Posters

      Cigarette smoke-induced perturbations of molecular pathways in human organotypic cultures of buccal and gingival mucosa

      Cabanski, M.; Mathis, C.; Iskandar, A.; Kostadinova, R.; Frentzel, S.; Kuehn, D.; Majeed, S.; Geertz, M.; Talamo, F.; Guedj, E.; Xiang, Y.; Martin, F.; Schlage, W. K.; Hayes, A. W.; Peitsch, M. C.; Hoeng, J.
      Conference date
      Mar 23, 2014
      Conference name
      Society of Toxicology (SOT) 2014
      Topic
      Summary

      Smoker’s oral mucosa is subject to cigarette smoke (CS)-induced cytological, genomic, and transcriptional changes that could potentially lead to the development of mouth disease.
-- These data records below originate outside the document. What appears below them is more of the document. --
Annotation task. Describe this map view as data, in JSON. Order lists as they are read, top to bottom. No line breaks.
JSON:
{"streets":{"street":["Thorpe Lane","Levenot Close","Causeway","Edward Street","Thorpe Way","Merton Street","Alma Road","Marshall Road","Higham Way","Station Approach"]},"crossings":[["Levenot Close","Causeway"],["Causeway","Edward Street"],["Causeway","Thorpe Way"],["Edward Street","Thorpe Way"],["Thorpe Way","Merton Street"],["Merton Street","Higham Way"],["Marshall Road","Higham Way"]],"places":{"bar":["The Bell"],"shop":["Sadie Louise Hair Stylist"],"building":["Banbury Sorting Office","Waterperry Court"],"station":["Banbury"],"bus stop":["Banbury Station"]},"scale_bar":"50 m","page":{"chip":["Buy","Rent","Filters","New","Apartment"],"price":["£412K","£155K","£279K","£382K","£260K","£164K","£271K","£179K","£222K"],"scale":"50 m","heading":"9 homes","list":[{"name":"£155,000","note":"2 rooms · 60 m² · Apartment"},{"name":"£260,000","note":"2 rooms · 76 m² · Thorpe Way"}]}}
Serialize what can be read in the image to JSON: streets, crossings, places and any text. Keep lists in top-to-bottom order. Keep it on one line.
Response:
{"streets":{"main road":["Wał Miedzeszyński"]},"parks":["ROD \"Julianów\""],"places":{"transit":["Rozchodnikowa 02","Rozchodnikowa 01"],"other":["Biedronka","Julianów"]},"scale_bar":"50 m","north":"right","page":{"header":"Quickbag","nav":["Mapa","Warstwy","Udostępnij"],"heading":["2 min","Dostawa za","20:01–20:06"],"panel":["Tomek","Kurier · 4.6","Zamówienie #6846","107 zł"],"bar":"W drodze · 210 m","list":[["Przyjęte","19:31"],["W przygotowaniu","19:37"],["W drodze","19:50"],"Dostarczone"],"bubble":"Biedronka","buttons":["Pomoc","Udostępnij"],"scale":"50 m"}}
To characterize cs effects, we used two human organotypic in vitro models of the buccal and gingival epithelia (MatTek®). Both in vitro models were exposed at the air-liquid interface to fresh, diluted CS (one reference cigarette 3R4F at a time, with Health Canada smoking regimen and nicotine doses of 0.279 mg/l or 0.557 mg/l) on 4 occasions with 1h intervals between exposures where the tissues were kept in the incubator under appropriate culture conditions. Systems biology endpoints (gene and miRNA expression) were determined at time 0 following the 4th exposure and 4h, 24h, 48h after exposure to investigate time- and dose-dependent CS effect on both tissues. Other endpoints (e.g. cytotoxicity, pro-inflammatory marker release, cytochrome P450 (CYP) activity, histology) were also measured for some time points. The release of pro-inflammatory markers such as vegf and mmp-1 was up-regulated in both cs-exposed buccal and gingival tissues 24h after exposure. However, only gingival tissues showed a significant up-regulation of CYP1A1/CYP1B1 activity 48h after exposure. By using computational approaches and by capturing systems biology endpoints, various perturbations of biological processes (e.g. inflammation, proliferation, cellular stress,) triggered by repeated CS exposure were observed in both buccal and gingival in vitro models. We describe here for the first time the impact of CS exposure on human buccal and gingival organotypic models using various approaches combining systems biology, biological network models, computational methods and standard endpoints.